Ambient White Sound On Sound ReviewAmbient White is a Kontakt 5 instrument with a laid-back, meditational essence. The understated Yin/Yang interface offers only basic tweaking of the 250 supplied patches, so it’s really just a matter of lighting a joss stick, selecting a patch and playing. Ambient White is compatible with the player version of Kontakt and occupies around 4GB once installed. Best of all it’s a proper Kontakt library, so you don’t have to hunt for it in the ‘Files’ menu every time.
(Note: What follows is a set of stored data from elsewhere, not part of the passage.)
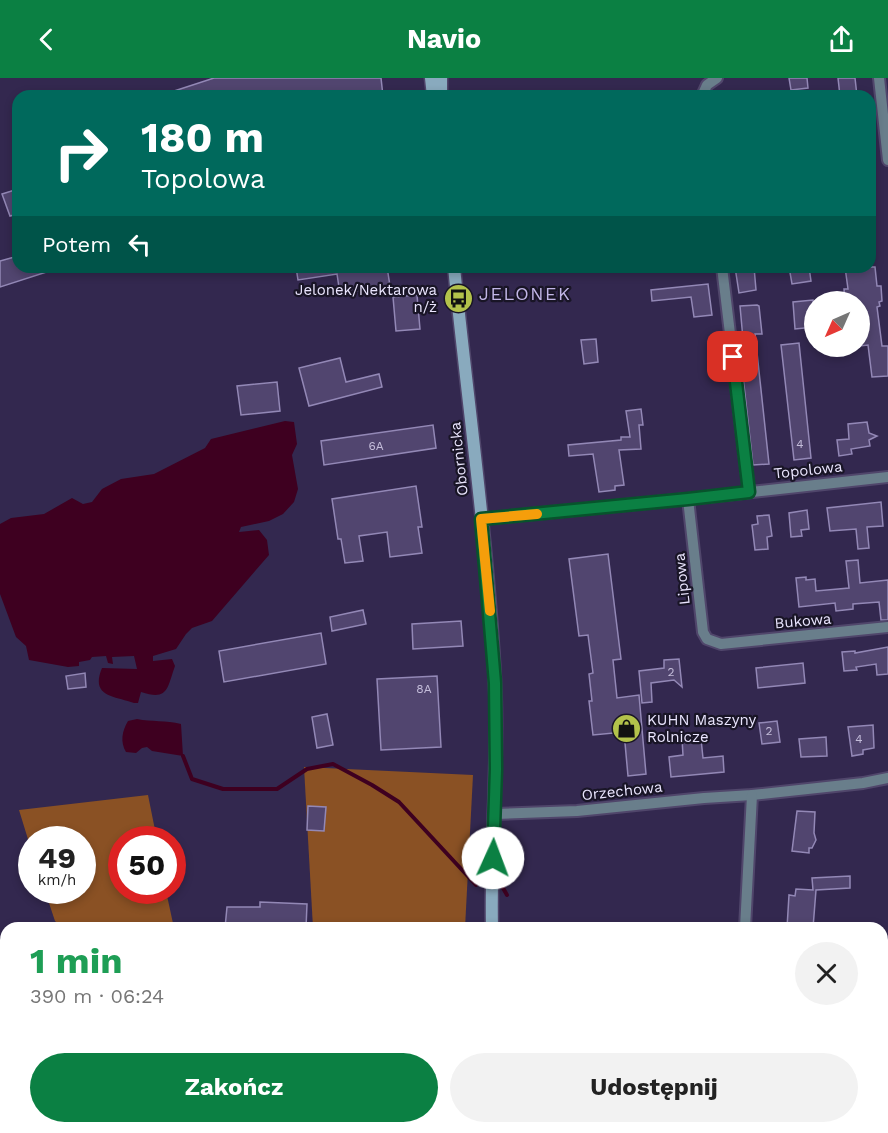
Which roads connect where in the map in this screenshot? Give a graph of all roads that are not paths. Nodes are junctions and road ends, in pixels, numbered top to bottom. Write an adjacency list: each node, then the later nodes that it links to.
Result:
1 (717, 78): 3 (street)
2 (879, 78): 4 (street)
3 (705, 90)
4 (888, 160)
5 (455, 273): 10 (main road, Obornicka)
6 (723, 273): 8 (street)
7 (888, 477): 8 (street, Topolowa)
8 (749, 492): 9 (street, Topolowa)
9 (688, 499): 10 (street, Topolowa); 12 (street, Lipowa)
10 (481, 519): 15 (main road, Obornicka)
11 (888, 627): 12 (street, Bukowa)
12 (721, 644)
13 (888, 777): 14 (street, Orzechowa)
14 (752, 795): 15 (street, Orzechowa); 19 (street)
15 (495, 814): 16 (main road, Obornicka)
16 (491, 899): 17 (main road, Obornicka); 18 (main road, Obornicka)
17 (488, 922)
18 (492, 922)
19 (745, 922)

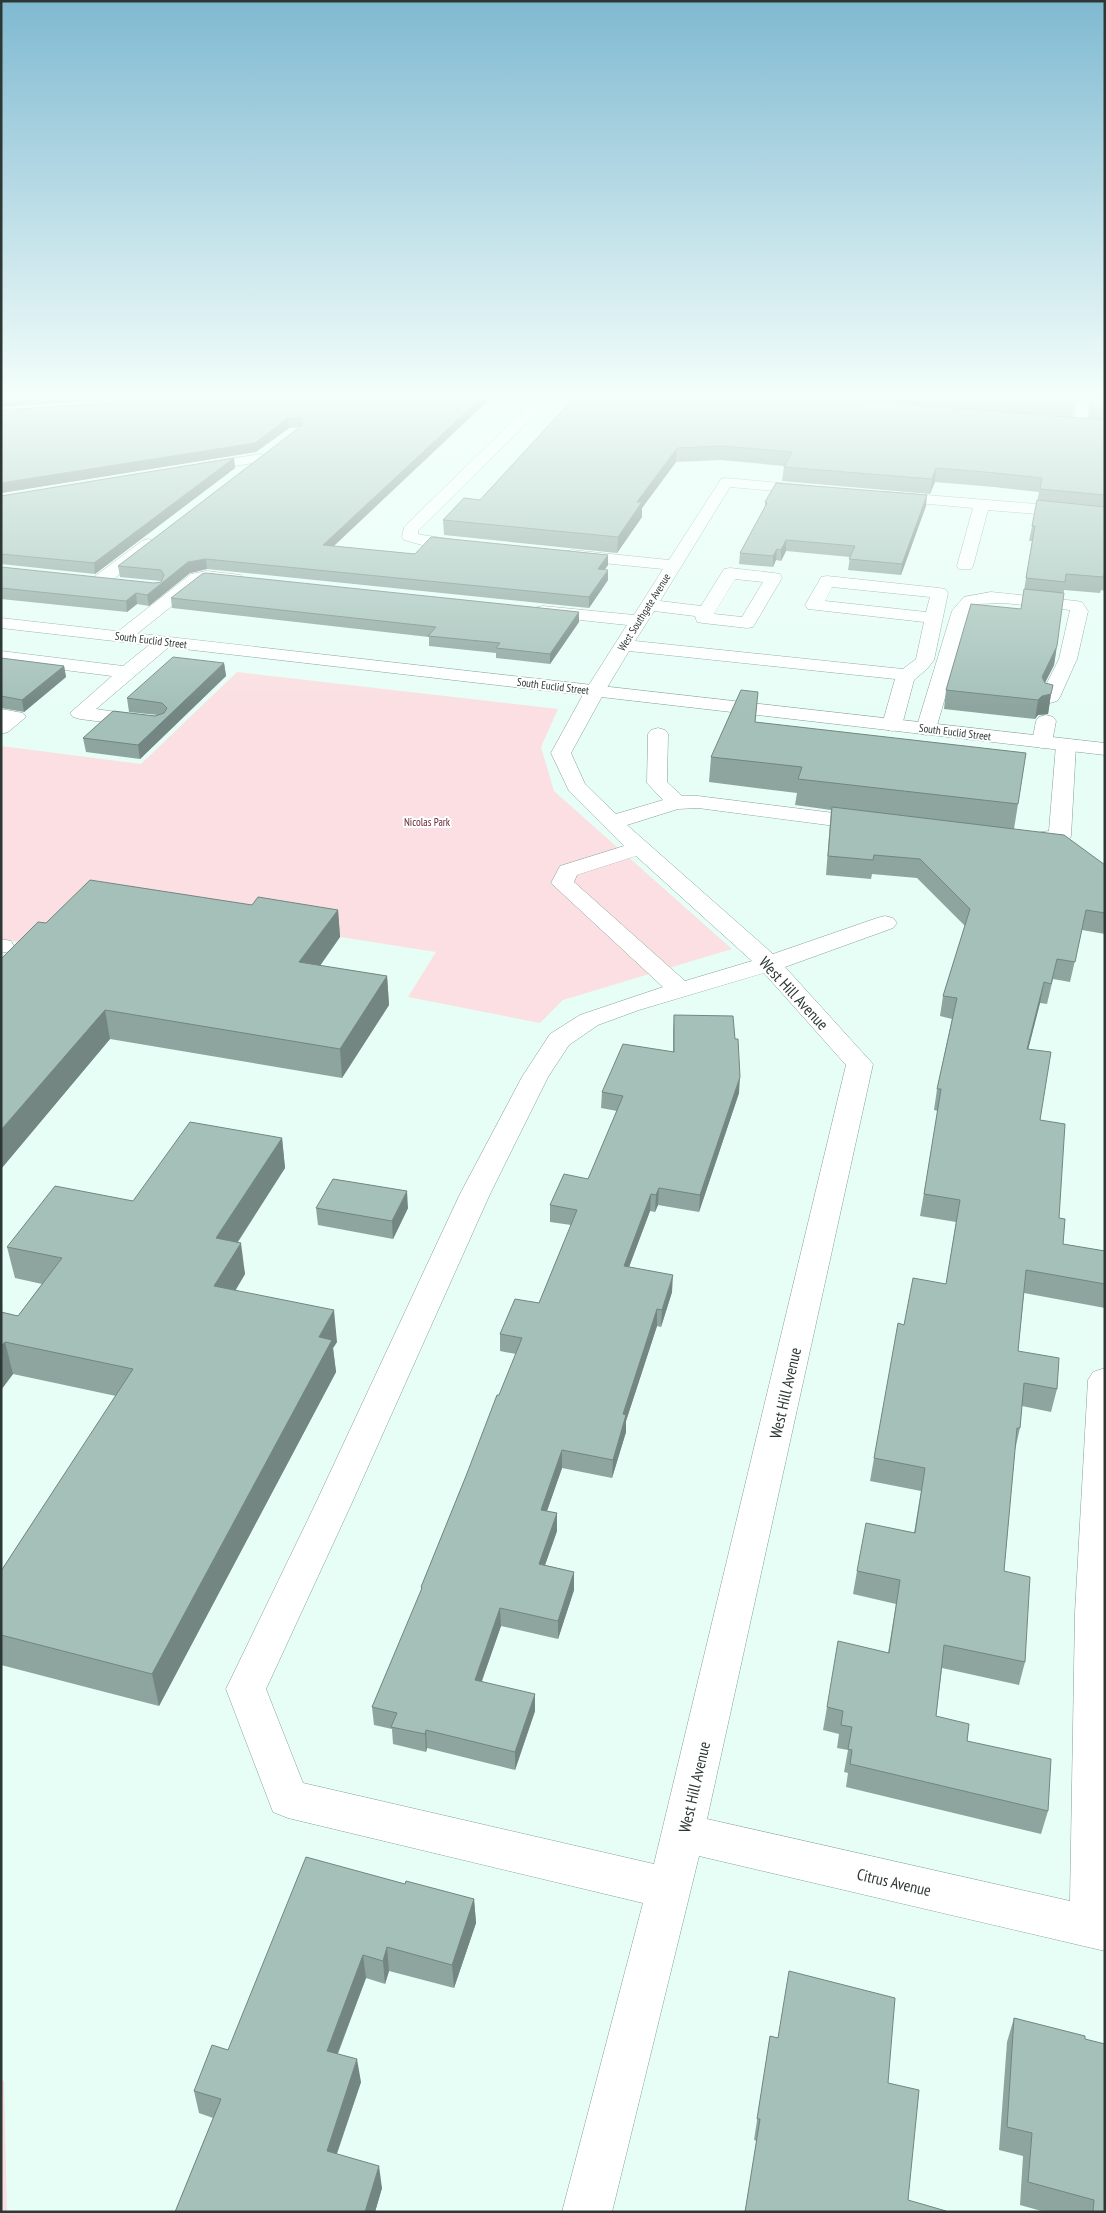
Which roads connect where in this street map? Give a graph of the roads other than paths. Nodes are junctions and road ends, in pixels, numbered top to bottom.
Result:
1 (439, 501) edge
2 (714, 501) edge
3 (942, 501) edge
4 (982, 505) junction
5 (1086, 513) edge
6 (161, 534) edge
7 (480, 546) edge
8 (557, 554) edge
9 (673, 566) junction
10 (965, 566) dead end
11 (80, 579) edge
12 (247, 580) edge
13 (100, 581) junction
14 (118, 583) edge
15 (648, 605) junction
16 (531, 610) edge
17 (706, 612) dead end
18 (934, 618) junction
19 (639, 621) junction
20 (1, 623) edge
21 (122, 637) junction
22 (164, 642) junction
23 (623, 646) junction
24 (1, 656) edge
25 (128, 672) junction
26 (907, 675) junction
27 (595, 691) junction
28 (1050, 697) edge
29 (1, 715) edge
30 (1046, 721) edge
31 (157, 722) edge
32 (892, 725) junction
33 (1, 728) edge
34 (926, 729) junction
35 (658, 734) dead end
36 (1042, 742) junction
37 (1066, 745) junction
38 (1105, 749) edge
39 (677, 803) junction
40 (612, 822) junction
41 (885, 825) edge
42 (1006, 839) edge
43 (640, 848) junction
44 (885, 923) dead end
45 (770, 964) junction
46 (681, 990) junction
47 (1105, 1380) edge
48 (683, 1833) junction
49 (668, 1888) junction
50 (1098, 1929) edge
51 (587, 2212) edge

1 - 7 street
2 - 9 street, West Southgate Avenue
3 - 4 street
4 - 5 street
4 - 10 street
6 - 13 street
8 - 9 street
9 - 15 street, West Southgate Avenue
11 - 13 street
12 - 21 street
13 - 14 street
15 - 17 street
15 - 19 street, West Southgate Avenue
16 - 19 street
18 - 18 street
18 - 26 street
19 - 23 street, West Southgate Avenue
20 - 21 street, South Euclid Street
21 - 22 street, South Euclid Street
22 - 25 street
22 - 27 street, South Euclid Street
23 - 26 street
23 - 27 street, West Southgate Avenue
24 - 25 street
25 - 31 street
26 - 32 street
27 - 32 street, South Euclid Street
27 - 40 street, West Hill Avenue
28 - 34 street
29 - 33 street
30 - 36 street
32 - 34 street, South Euclid Street
34 - 36 street, South Euclid Street
35 - 39 street
36 - 37 street, South Euclid Street
37 - 38 street, South Euclid Street
37 - 42 street
39 - 40 street
39 - 41 street
40 - 43 street, West Hill Avenue
43 - 45 street, West Hill Avenue
43 - 46 street
44 - 45 street
45 - 46 street
45 - 48 street, West Hill Avenue
46 - 49 street
47 - 50 street
48 - 49 street, West Hill Avenue
48 - 50 street, Citrus Avenue
49 - 51 street, West Hill Avenue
There are seven patch categories, or strictly speaking six because the first is a multi–layered collection more suited to showing off the quality of the package than slipping into your productions. Browsing through the rest, you’ll find Pads & Atmospheres, Percussion, Melodic and Bass patches, Loops and Effects & Textures — enough to make a coherent whole. The simplicity of the interface is also a plus; the envelope, EQ and effect tweaking provided are more than sufficient given the playability of the samples.

To start with, for unashamedly pleasant, soothing backdrops you could do far worse than meander through the final category, indulging in birdsong, windchimes, babbling brooks, forest ambience and dreamy harps, many doused in reverb and delay. Moving on to the instruments, perhaps unusually for an ambient collection, there are a number of notable basses, not least the excellent Gu Quin (a Chinese zither). This proves to be one of many tastefully rendered Asian flavours ideal for world music, ethnic library tracks, etc.

Many of the drum kits are also suited to far–eastern soundtracks, supplemented as they are by small gongs, lo–fi ambient kits and mallets. The reverb and delay effects act across entire kits, so it’s not possible to isolate individual voices for treatment, but apart from that minor restriction, there’s a reasonable spread of world percussion.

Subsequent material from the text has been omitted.